Gudule, écrivaine pour la jeunesse, surtout, et pour les adultes aussi un peu.
Le rat débile et le rat méchant
1996. Avec la succès de la série « Chair de poule », la peur est à la mode, dans l’édition jeunesse. Or, je me suis, depuis de nombreuses années, spécialisée dans ce genre un peu particulier. Si bien qu’à l’occasion du salon de Montreuil, le journal télévisé me demande une interview.
— Si vous n’y voyez pas d’inconvénient, nous viendrons vous filmer chez vous, dans le décor de votre travail, précise la journaliste, au téléphone.

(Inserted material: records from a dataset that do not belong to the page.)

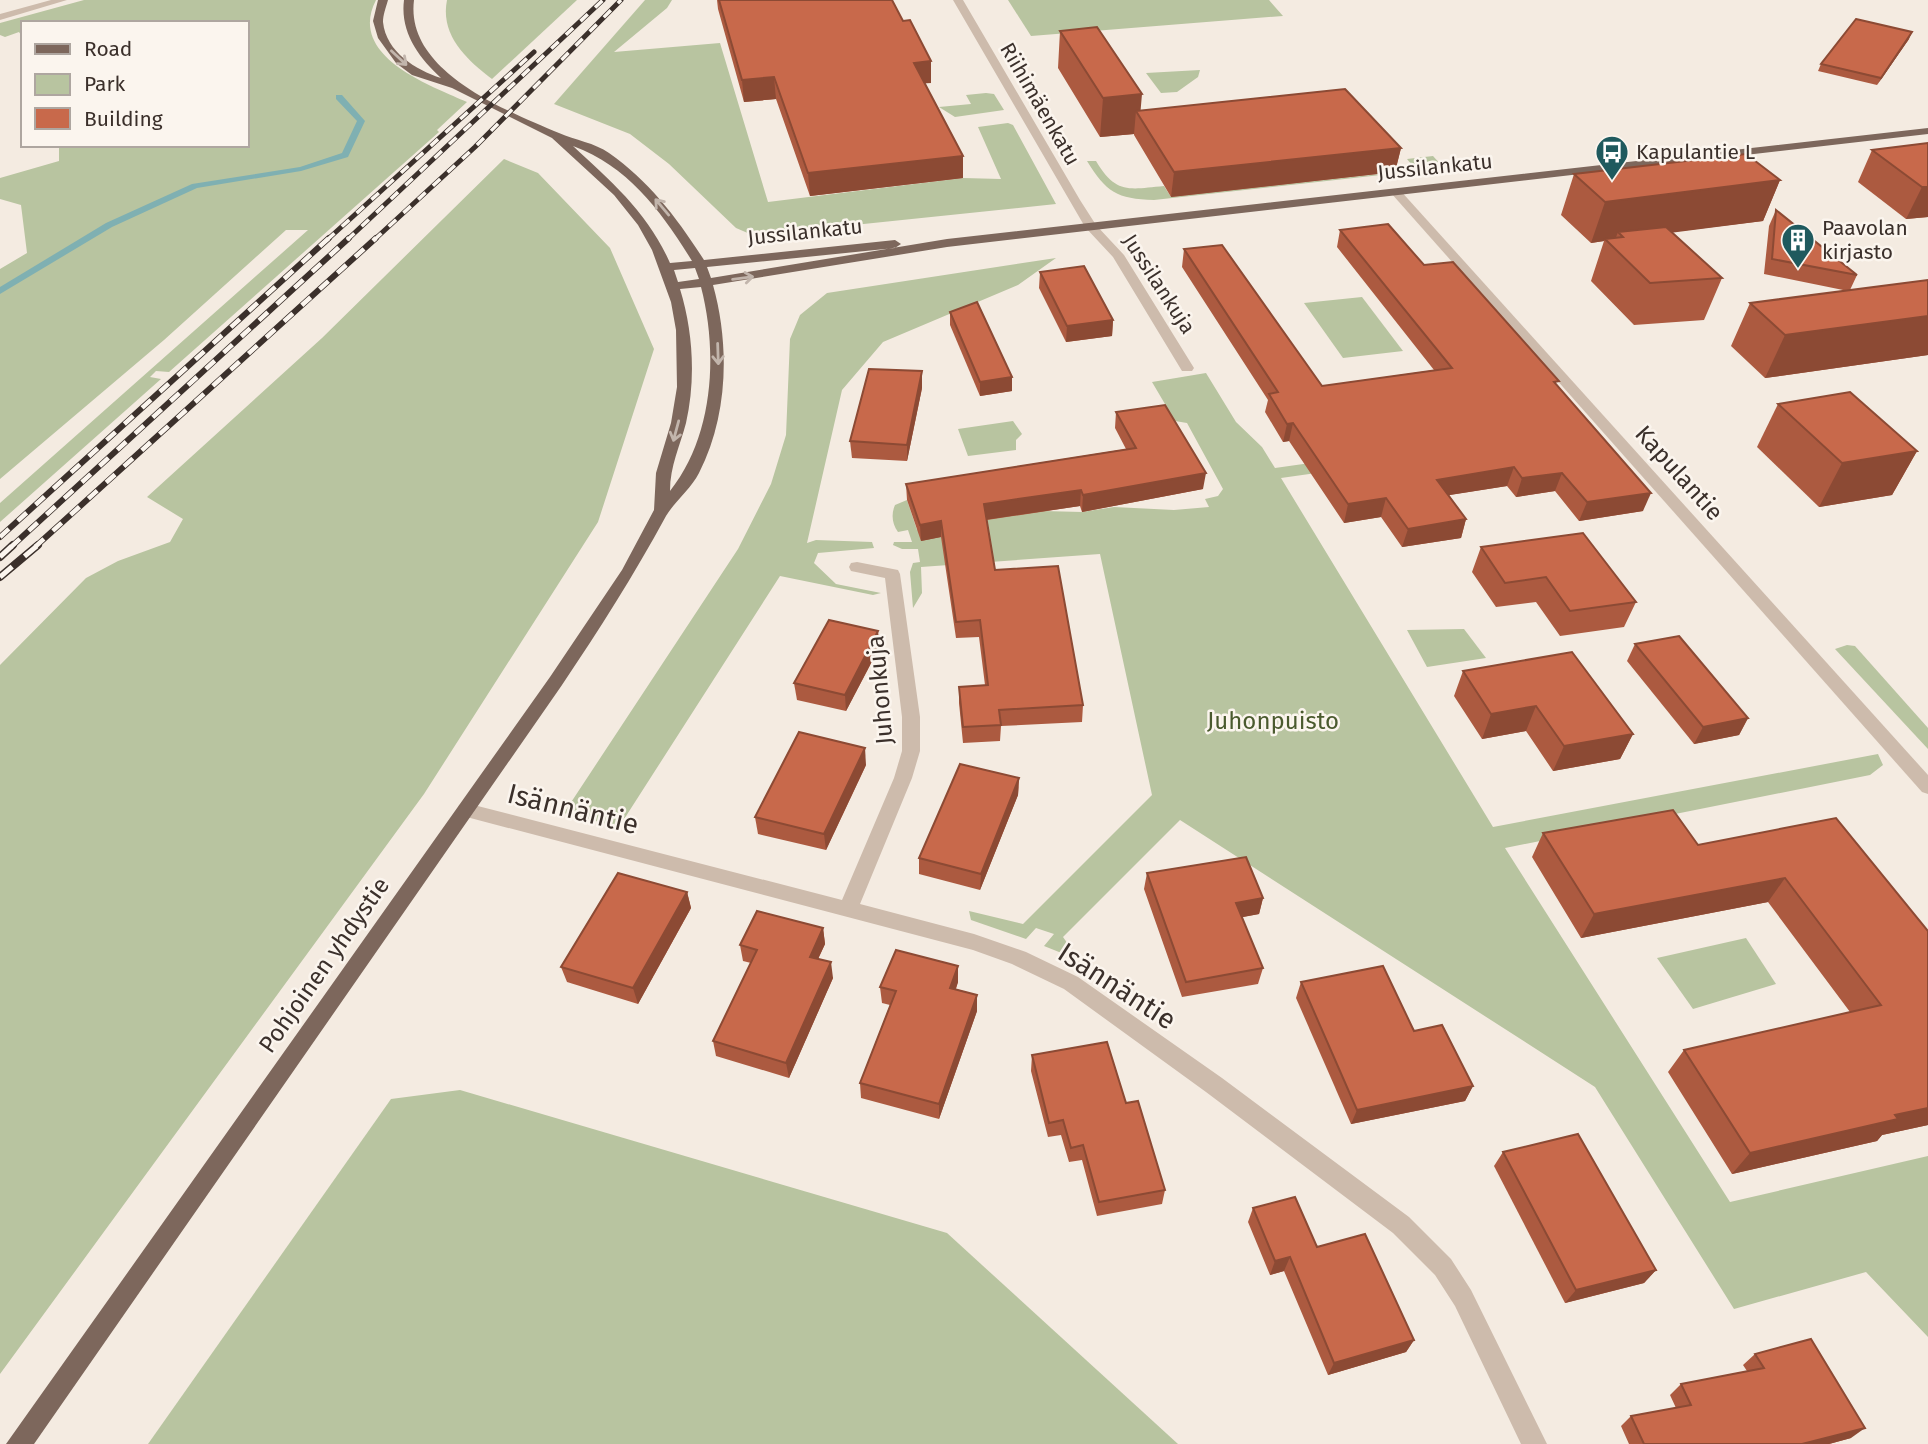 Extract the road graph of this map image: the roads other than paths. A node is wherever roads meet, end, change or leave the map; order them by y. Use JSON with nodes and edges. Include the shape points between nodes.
{"nodes":[{"id":1,"x":62,"y":0,"type":"edge"},
{"id":2,"x":383,"y":0,"type":"edge"},
{"id":3,"x":409,"y":0,"type":"edge"},
{"id":4,"x":958,"y":0,"type":"edge"},
{"id":5,"x":0,"y":17,"type":"edge"},
{"id":6,"x":456,"y":86,"type":"junction"},
{"id":7,"x":1928,"y":131,"type":"edge"},
{"id":8,"x":556,"y":136,"type":"junction"},
{"id":9,"x":1395,"y":191,"type":"junction"},
{"id":10,"x":1091,"y":227,"type":"junction"},
{"id":11,"x":947,"y":243,"type":"junction"},
{"id":12,"x":700,"y":264,"type":"junction"},
{"id":13,"x":668,"y":267,"type":"junction"},
{"id":14,"x":706,"y":282,"type":"junction"},
{"id":15,"x":675,"y":286,"type":"junction"},
{"id":16,"x":1187,"y":368,"type":"dead end"},
{"id":17,"x":662,"y":510,"type":"junction"},
{"id":18,"x":857,"y":567,"type":"dead end"},
{"id":19,"x":1928,"y":787,"type":"edge"},
{"id":20,"x":466,"y":810,"type":"junction"},
{"id":21,"x":848,"y":909,"type":"junction"},
{"id":22,"x":19,"y":1444,"type":"edge"},
{"id":23,"x":1534,"y":1444,"type":"edge"}],
"edges":[{"from":1,"to":5,"type":"street"},
{"from":2,"to":6,"type":"main road","name":"Pohjoinen yhdystie","one_way":true,"via":[[378,20],[389,50],[416,73]]},
{"from":3,"to":6,"type":"main road","name":"Pohjoinen yhdystie","via":[[405,16],[410,31],[440,73]]},
{"from":4,"to":10,"type":"street","name":"Riihimäenkatu"},
{"from":6,"to":8,"type":"main road","name":"Pohjoinen yhdystie"},
{"from":7,"to":9,"type":"main road","name":"Jussilankatu"},
{"from":12,"to":8,"type":"main road","name":"Pohjoinen yhdystie","one_way":true,"via":[[672,219],[641,184],[602,153]]},
{"from":8,"to":13,"type":"main road","name":"Pohjoinen yhdystie","via":[[626,201]]},
{"from":9,"to":10,"type":"main road","name":"Jussilankatu"},
{"from":9,"to":19,"type":"street","name":"Kapulantie"},
{"from":10,"to":11,"type":"main road","name":"Jussilankatu"},
{"from":10,"to":16,"type":"street","name":"Jussilankuja","via":[[1118,255]]},
{"from":11,"to":12,"type":"main road","name":"Jussilankatu","via":[[871,244]]},
{"from":14,"to":11,"type":"main road","name":"Jussilankatu","one_way":true},
{"from":12,"to":13,"type":"main road","name":"Jussilankatu"},
{"from":12,"to":14,"type":"main road","name":"Pohjoinen yhdystie"},
{"from":13,"to":15,"type":"main road","name":"Pohjoinen yhdystie"},
{"from":14,"to":15,"type":"main road","name":"Jussilankatu"},
{"from":14,"to":17,"type":"main road","name":"Pohjoinen yhdystie","one_way":true,"via":[[716,327],[717,384],[691,474]]},
{"from":15,"to":17,"type":"main road","name":"Pohjoinen yhdystie","one_way":true,"via":[[684,371],[680,416],[663,471]]},
{"from":17,"to":20,"type":"main road","name":"Pohjoinen yhdystie","via":[[629,571]]},
{"from":18,"to":21,"type":"street","name":"Juhonkuja","via":[[892,574],[911,717],[911,751]]},
{"from":20,"to":21,"type":"street","name":"Isännäntie"},
{"from":20,"to":22,"type":"main road","name":"Pohjoinen yhdystie"},
{"from":21,"to":23,"type":"street","name":"Isännäntie","via":[[974,942],[1071,983],[1401,1225],[1443,1267],[1463,1297]]}]}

Nous prenons rendez-vous pour la semaine suivante, je fais le grand ménage, enfile ma plus belle salopette, et à l’heure dite, guette avec impatience « les gens de la télé ». C’est que je n’ai pas l’habitude d’être à l’honneur, moi ! Outre que, pour les médias, la littérature destinée aux enfants n’offre aucun intérêt, je suis allergique aux mondanités. Pour me sortir de mon trou, faut y aller aux forceps. J’apprécie d’autant plus la démarche de TF1.
L’équipe arrive, s’installe dans mon bureau ; projecteurs, cameras...
— Oh ! Qu’est-ce que c’est que ça ? s’écrie un technicien, en désignant mon Mac du doigt.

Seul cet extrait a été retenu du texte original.